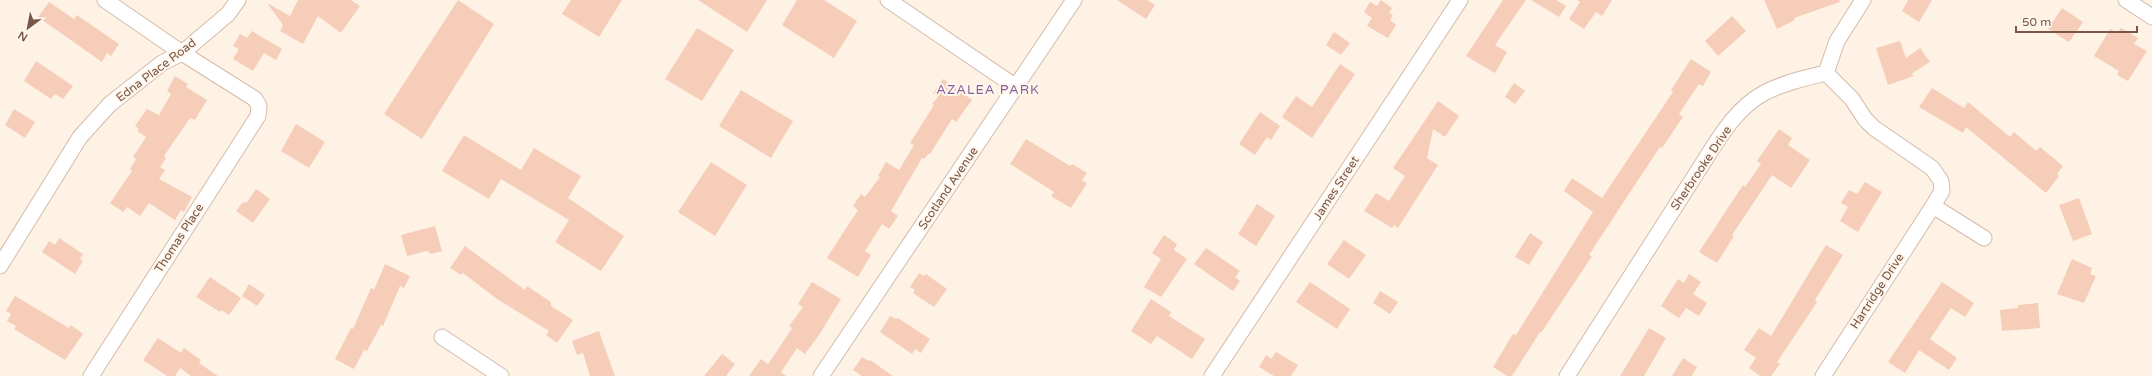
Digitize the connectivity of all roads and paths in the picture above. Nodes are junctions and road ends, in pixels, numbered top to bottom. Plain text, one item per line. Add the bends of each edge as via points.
1 (105, 0) edge
2 (238, 0) edge
3 (888, 0) edge
4 (1074, 0) edge
5 (1460, 0) edge
6 (1863, 0) edge
7 (2126, 0) edge
8 (2152, 17) edge
9 (182, 53) junction
10 (1826, 73) junction
11 (1016, 87) junction
12 (1932, 206) junction
13 (1984, 238) dead end
14 (0, 266) edge
15 (442, 337) dead end
16 (91, 376) edge
17 (501, 376) edge
18 (821, 376) edge
19 (1212, 376) edge
20 (1566, 376) edge
21 (1823, 376) edge

1 - 9 street
2 - 9 street, Edna Place Road via 228,14
3 - 11 street
4 - 11 street, Scotland Avenue
5 - 19 street, James Street
6 - 10 street via 1838,41
7 - 8 street
9 - 14 street, Edna Place Road via 162,63 110,104 80,138
9 - 16 street, Thomas Place via 255,99 260,106 258,116
10 - 12 street, Hartridge Drive via 1852,99 1874,128 1932,168 1941,181 1942,190
10 - 20 street, Sherbrooke Drive via 1794,81 1763,93 1744,108 1703,163
11 - 18 street, Scotland Avenue
12 - 13 street
12 - 21 street, Hartridge Drive
15 - 17 street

◆ **WHAT THE TASK ASKS**
Reproduce the material above in full, exactly, with no images.

◆ **RESULT**
Digitize the connectivity of all roads and paths in the picture above. Nodes are junctions and road ends, in pixels, numbered top to bottom. Plain text, one item per line. Add the bends of each edge as via points.
1 (105, 0) edge
2 (238, 0) edge
3 (888, 0) edge
4 (1074, 0) edge
5 (1460, 0) edge
6 (1863, 0) edge
7 (2126, 0) edge
8 (2152, 17) edge
9 (182, 53) junction
10 (1826, 73) junction
11 (1016, 87) junction
12 (1932, 206) junction
13 (1984, 238) dead end
14 (0, 266) edge
15 (442, 337) dead end
16 (91, 376) edge
17 (501, 376) edge
18 (821, 376) edge
19 (1212, 376) edge
20 (1566, 376) edge
21 (1823, 376) edge

1 - 9 street
2 - 9 street, Edna Place Road via 228,14
3 - 11 street
4 - 11 street, Scotland Avenue
5 - 19 street, James Street
6 - 10 street via 1838,41
7 - 8 street
9 - 14 street, Edna Place Road via 162,63 110,104 80,138
9 - 16 street, Thomas Place via 255,99 260,106 258,116
10 - 12 street, Hartridge Drive via 1852,99 1874,128 1932,168 1941,181 1942,190
10 - 20 street, Sherbrooke Drive via 1794,81 1763,93 1744,108 1703,163
11 - 18 street, Scotland Avenue
12 - 13 street
12 - 21 street, Hartridge Drive
15 - 17 street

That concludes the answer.